22 Prudence is a fountain of life to the prudent,
but folly brings punishment to fools.

23 The hearts of the wise make their mouths prudent,
and their lips promote instruction.

24 Gracious words are a honeycomb,
sweet to the soul and healing to the bones.

“That buzzing-noise means something. If there’s a buzzing noise, somebody’s making a buzzing-noise, and the only reason for making a buzzing-noise that I know of is because you’re a bee. …. And the only reason for being a bee that I know of is making honey….. And the only reason for making honey is so as I can eat it.”  So he began to climb the tree.

–Winnie the Pooh


25 There is a way that appears to be right,
but in the end it leads to death.

26 The appetite of laborers works for them;
their hunger drives them on.

27 A scoundrel plots evil,
and on their lips it is like a scorching fire.
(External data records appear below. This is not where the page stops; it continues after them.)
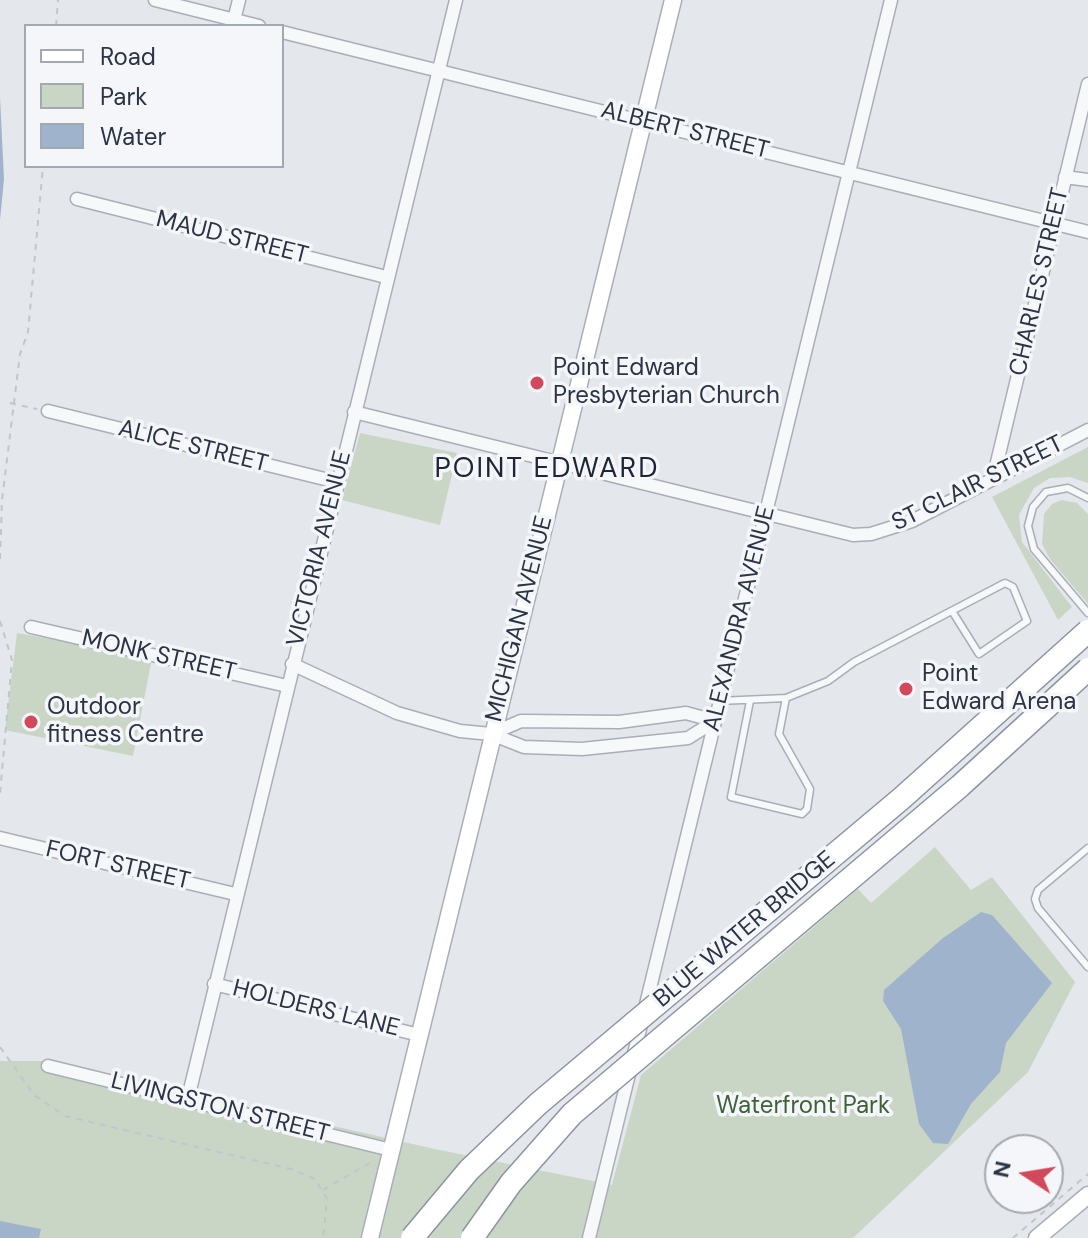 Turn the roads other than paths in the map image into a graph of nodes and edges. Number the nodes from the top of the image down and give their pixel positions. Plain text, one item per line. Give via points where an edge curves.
1 (155, 0) edge
2 (239, 0) edge
3 (456, 0) edge
4 (673, 0) edge
5 (891, 0) edge
6 (234, 20) junction
7 (251, 24) edge
8 (284, 32) edge
9 (438, 70) junction
10 (1088, 84) edge
11 (643, 120) junction
12 (849, 172) junction
13 (1065, 177) junction
14 (1088, 180) edge
15 (77, 199) dead end
16 (1054, 223) junction
17 (1088, 232) edge
18 (386, 277) junction
19 (48, 411) road end
20 (354, 412) junction
21 (1088, 430) edge
22 (558, 464) junction
23 (993, 479) junction
24 (337, 482) junction
25 (1088, 500) edge
26 (765, 515) junction
27 (952, 611) junction
28 (1088, 613) edge
29 (31, 627) dead end
30 (1088, 631) edge
31 (292, 664) junction
32 (1088, 669) edge
33 (287, 686) junction
34 (786, 698) junction
35 (719, 701) junction
36 (750, 701) junction
37 (636, 720) junction
38 (715, 721) junction
39 (577, 722) junction
40 (491, 734) junction
41 (634, 745) junction
42 (576, 749) junction
43 (0, 838) edge
44 (1088, 848) edge
45 (235, 894) junction
46 (1088, 967) edge
47 (214, 984) junction
48 (419, 1035) junction
49 (48, 1066) dead end
50 (188, 1098) junction
51 (391, 1150) junction
52 (1088, 1195) edge
53 (368, 1235) edge
54 (412, 1238) edge
55 (472, 1238) edge
56 (589, 1238) edge
57 (1037, 1238) edge

1 - 6 street
2 - 6 street
3 - 9 street, VICTORIA AVENUE
4 - 11 street, MICHIGAN AVENUE
5 - 12 street, ALEXANDRA AVENUE
6 - 7 street
8 - 9 street, ALBERT STREET
9 - 11 street, ALBERT STREET
9 - 18 street, VICTORIA AVENUE
10 - 13 street, CHARLES STREET
11 - 12 street, ALBERT STREET
11 - 22 street, MICHIGAN AVENUE
12 - 16 street, ALBERT STREET
12 - 26 street, ALEXANDRA AVENUE
13 - 14 street
13 - 16 street, CHARLES STREET
15 - 18 street, MAUD STREET
16 - 17 street, ALBERT STREET
16 - 23 street, CHARLES STREET
18 - 20 street, VICTORIA AVENUE
19 - 24 street, ALICE STREET
20 - 22 street, ST CLAIR STREET
20 - 24 street, VICTORIA AVENUE
21 - 23 street, ST CLAIR STREET
22 - 26 street, ST CLAIR STREET
22 - 40 street, MICHIGAN AVENUE
23 - 26 street, ST CLAIR STREET via 912,521 871,534 842,534
24 - 31 street, VICTORIA AVENUE
25 - 28 lane via 1062,488 1042,496 1031,512 1028,533 1034,549
26 - 35 street, ALEXANDRA AVENUE
27 - 27 lane via 979,654 1027,621 1009,583
27 - 34 lane via 828,681
29 - 33 street, MONK STREET
30 - 54 highway, BLUE WATER BRIDGE, bridge via 902,798 538,1104 461,1178
31 - 33 street, VICTORIA AVENUE
31 - 40 street via 397,713
32 - 55 highway, BLUE WATER BRIDGE, bridge via 960,786 572,1114 511,1183
33 - 45 street, VICTORIA AVENUE
34 - 36 lane
34 - 36 lane via 779,734 811,792 802,814 731,797
35 - 36 lane
35 - 38 street, ALEXANDRA AVENUE
37 - 38 street via 686,713
37 - 39 street
37 - 41 street
38 - 41 street via 688,738
38 - 56 street, ALEXANDRA AVENUE
39 - 40 street via 521,721
39 - 42 street
40 - 42 street via 524,747
40 - 48 street, MICHIGAN AVENUE
41 - 42 street
43 - 45 street, FORT STREET
44 - 46 lane via 1038,890 1035,899
45 - 47 street, VICTORIA AVENUE
47 - 48 street, HOLDERS LANE
47 - 50 street, VICTORIA AVENUE
48 - 51 street, MICHIGAN AVENUE
49 - 50 street, LIVINGSTON STREET
50 - 51 street, LIVINGSTON STREET
51 - 53 street, MICHIGAN AVENUE
52 - 57 street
James 3:6 (New Living Translation)

And the tongue is a flame of fire. It is a whole world of wickedness, corrupting your entire body. It can set your whole life on fire, for it is set on fire by hell itself.


28 A perverse person stirs up conflict,
and a gossip separates close friends.

29 A violent person entices their neighbor
and leads them down a path that is not good.

30 Whoever winks with their eye is plotting perversity;
whoever purses their lips is bent on evil.

31 Gray hair is a crown of splendor;
it is attained in the way of righteousness.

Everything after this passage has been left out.